What the task requires:
Would you copy the listing below exactly, keeping the pictures out?

Extracted records below:

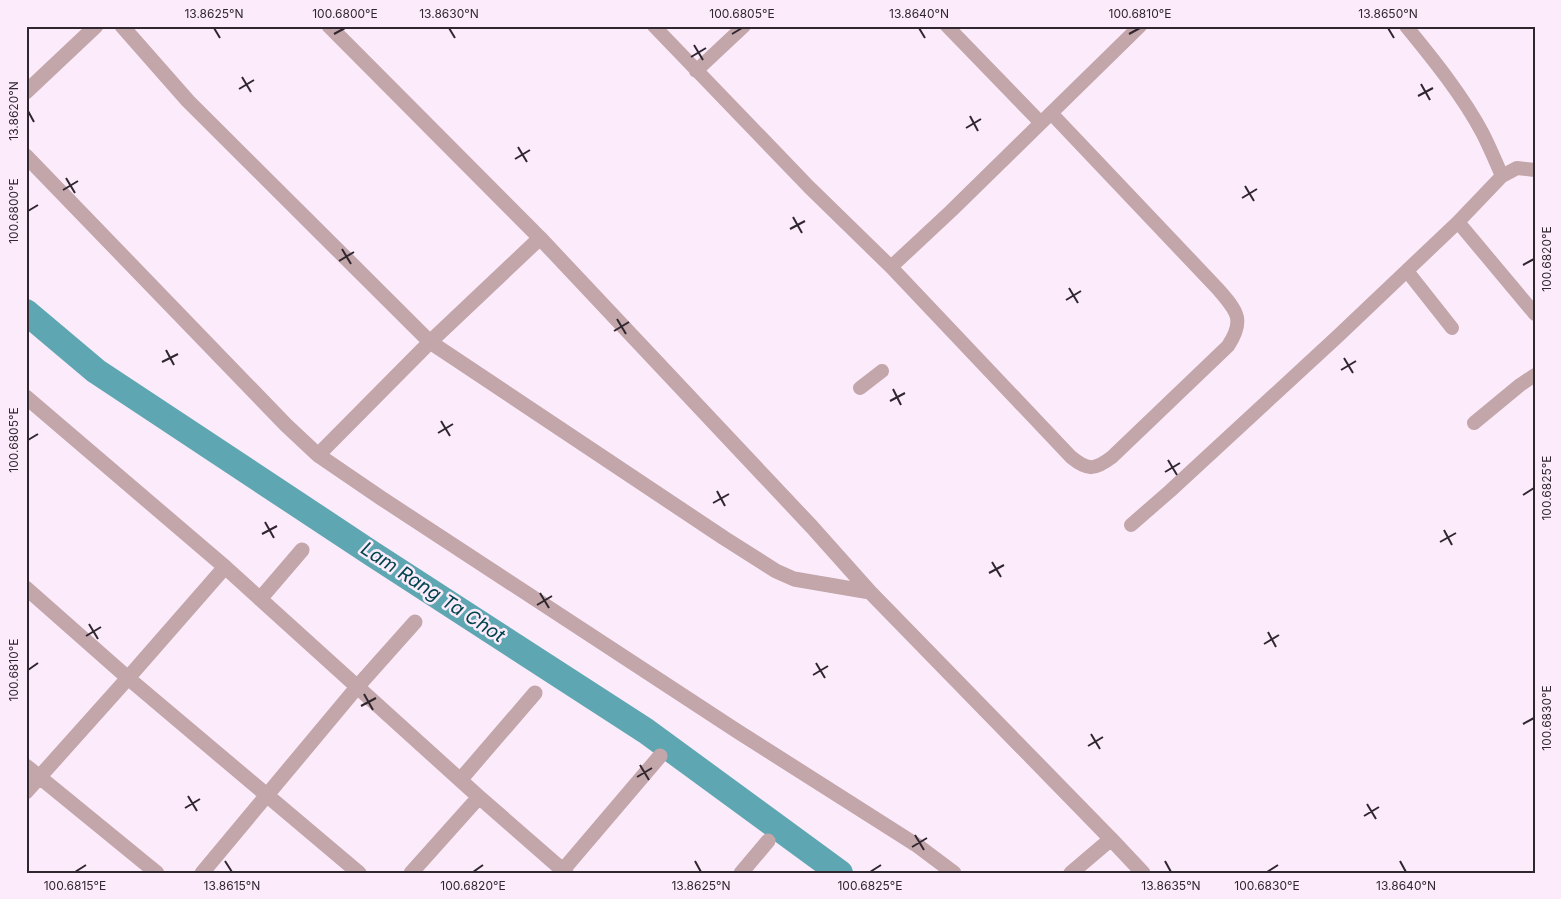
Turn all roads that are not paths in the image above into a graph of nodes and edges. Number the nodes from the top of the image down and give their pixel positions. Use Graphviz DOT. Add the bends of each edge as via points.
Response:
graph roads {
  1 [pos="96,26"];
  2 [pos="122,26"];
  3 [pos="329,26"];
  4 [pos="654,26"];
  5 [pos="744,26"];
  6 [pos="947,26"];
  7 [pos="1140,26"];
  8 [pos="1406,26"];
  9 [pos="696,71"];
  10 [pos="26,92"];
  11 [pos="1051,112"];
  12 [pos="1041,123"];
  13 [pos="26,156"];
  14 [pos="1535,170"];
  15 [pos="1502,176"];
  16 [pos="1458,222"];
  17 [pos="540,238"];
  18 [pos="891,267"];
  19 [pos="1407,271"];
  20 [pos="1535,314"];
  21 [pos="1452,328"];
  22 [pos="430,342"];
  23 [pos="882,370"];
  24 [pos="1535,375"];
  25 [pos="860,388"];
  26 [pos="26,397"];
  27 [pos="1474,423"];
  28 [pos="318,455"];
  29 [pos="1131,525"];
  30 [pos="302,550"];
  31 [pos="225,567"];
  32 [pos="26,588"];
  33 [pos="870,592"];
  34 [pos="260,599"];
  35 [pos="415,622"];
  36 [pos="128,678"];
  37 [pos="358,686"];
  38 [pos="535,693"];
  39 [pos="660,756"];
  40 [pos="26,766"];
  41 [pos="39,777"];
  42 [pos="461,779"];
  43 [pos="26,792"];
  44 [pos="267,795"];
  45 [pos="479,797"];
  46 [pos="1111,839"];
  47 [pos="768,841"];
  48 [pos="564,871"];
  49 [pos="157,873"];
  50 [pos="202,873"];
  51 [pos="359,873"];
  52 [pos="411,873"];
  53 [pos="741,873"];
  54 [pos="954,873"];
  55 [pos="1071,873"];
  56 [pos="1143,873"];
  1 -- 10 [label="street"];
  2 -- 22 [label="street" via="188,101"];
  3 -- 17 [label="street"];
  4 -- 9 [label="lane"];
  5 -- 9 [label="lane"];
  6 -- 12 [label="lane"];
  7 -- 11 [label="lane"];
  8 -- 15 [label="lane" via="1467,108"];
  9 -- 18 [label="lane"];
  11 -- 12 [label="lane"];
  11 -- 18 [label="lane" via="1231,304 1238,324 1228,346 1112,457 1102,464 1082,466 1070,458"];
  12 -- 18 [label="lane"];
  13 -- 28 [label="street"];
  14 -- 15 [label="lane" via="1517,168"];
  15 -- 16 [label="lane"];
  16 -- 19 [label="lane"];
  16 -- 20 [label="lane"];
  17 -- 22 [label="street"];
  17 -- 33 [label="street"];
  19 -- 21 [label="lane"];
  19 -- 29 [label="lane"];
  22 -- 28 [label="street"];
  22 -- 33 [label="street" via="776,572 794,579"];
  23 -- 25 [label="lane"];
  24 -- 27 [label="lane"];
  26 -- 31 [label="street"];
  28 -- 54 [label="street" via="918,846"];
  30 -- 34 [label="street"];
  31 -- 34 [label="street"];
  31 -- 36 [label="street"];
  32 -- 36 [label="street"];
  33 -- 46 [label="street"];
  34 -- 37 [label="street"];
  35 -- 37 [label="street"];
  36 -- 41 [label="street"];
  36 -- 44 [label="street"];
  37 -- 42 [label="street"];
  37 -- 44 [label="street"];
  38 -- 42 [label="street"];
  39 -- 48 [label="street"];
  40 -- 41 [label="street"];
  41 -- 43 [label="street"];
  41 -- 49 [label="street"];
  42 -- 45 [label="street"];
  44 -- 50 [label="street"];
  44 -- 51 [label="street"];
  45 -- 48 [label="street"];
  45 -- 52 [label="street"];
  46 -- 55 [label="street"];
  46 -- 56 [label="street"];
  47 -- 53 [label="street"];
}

End of Extracted records.

Exercise solution:
Turn all roads that are not paths in the image above into a graph of nodes and edges. Number the nodes from the top of the image down and give their pixel positions. Use Graphviz DOT. Add the bends of each edge as via points.
Response:
graph roads {
  1 [pos="96,26"];
  2 [pos="122,26"];
  3 [pos="329,26"];
  4 [pos="654,26"];
  5 [pos="744,26"];
  6 [pos="947,26"];
  7 [pos="1140,26"];
  8 [pos="1406,26"];
  9 [pos="696,71"];
  10 [pos="26,92"];
  11 [pos="1051,112"];
  12 [pos="1041,123"];
  13 [pos="26,156"];
  14 [pos="1535,170"];
  15 [pos="1502,176"];
  16 [pos="1458,222"];
  17 [pos="540,238"];
  18 [pos="891,267"];
  19 [pos="1407,271"];
  20 [pos="1535,314"];
  21 [pos="1452,328"];
  22 [pos="430,342"];
  23 [pos="882,370"];
  24 [pos="1535,375"];
  25 [pos="860,388"];
  26 [pos="26,397"];
  27 [pos="1474,423"];
  28 [pos="318,455"];
  29 [pos="1131,525"];
  30 [pos="302,550"];
  31 [pos="225,567"];
  32 [pos="26,588"];
  33 [pos="870,592"];
  34 [pos="260,599"];
  35 [pos="415,622"];
  36 [pos="128,678"];
  37 [pos="358,686"];
  38 [pos="535,693"];
  39 [pos="660,756"];
  40 [pos="26,766"];
  41 [pos="39,777"];
  42 [pos="461,779"];
  43 [pos="26,792"];
  44 [pos="267,795"];
  45 [pos="479,797"];
  46 [pos="1111,839"];
  47 [pos="768,841"];
  48 [pos="564,871"];
  49 [pos="157,873"];
  50 [pos="202,873"];
  51 [pos="359,873"];
  52 [pos="411,873"];
  53 [pos="741,873"];
  54 [pos="954,873"];
  55 [pos="1071,873"];
  56 [pos="1143,873"];
  1 -- 10 [label="street"];
  2 -- 22 [label="street" via="188,101"];
  3 -- 17 [label="street"];
  4 -- 9 [label="lane"];
  5 -- 9 [label="lane"];
  6 -- 12 [label="lane"];
  7 -- 11 [label="lane"];
  8 -- 15 [label="lane" via="1467,108"];
  9 -- 18 [label="lane"];
  11 -- 12 [label="lane"];
  11 -- 18 [label="lane" via="1231,304 1238,324 1228,346 1112,457 1102,464 1082,466 1070,458"];
  12 -- 18 [label="lane"];
  13 -- 28 [label="street"];
  14 -- 15 [label="lane" via="1517,168"];
  15 -- 16 [label="lane"];
  16 -- 19 [label="lane"];
  16 -- 20 [label="lane"];
  17 -- 22 [label="street"];
  17 -- 33 [label="street"];
  19 -- 21 [label="lane"];
  19 -- 29 [label="lane"];
  22 -- 28 [label="street"];
  22 -- 33 [label="street" via="776,572 794,579"];
  23 -- 25 [label="lane"];
  24 -- 27 [label="lane"];
  26 -- 31 [label="street"];
  28 -- 54 [label="street" via="918,846"];
  30 -- 34 [label="street"];
  31 -- 34 [label="street"];
  31 -- 36 [label="street"];
  32 -- 36 [label="street"];
  33 -- 46 [label="street"];
  34 -- 37 [label="street"];
  35 -- 37 [label="street"];
  36 -- 41 [label="street"];
  36 -- 44 [label="street"];
  37 -- 42 [label="street"];
  37 -- 44 [label="street"];
  38 -- 42 [label="street"];
  39 -- 48 [label="street"];
  40 -- 41 [label="street"];
  41 -- 43 [label="street"];
  41 -- 49 [label="street"];
  42 -- 45 [label="street"];
  44 -- 50 [label="street"];
  44 -- 51 [label="street"];
  45 -- 48 [label="street"];
  45 -- 52 [label="street"];
  46 -- 55 [label="street"];
  46 -- 56 [label="street"];
  47 -- 53 [label="street"];
}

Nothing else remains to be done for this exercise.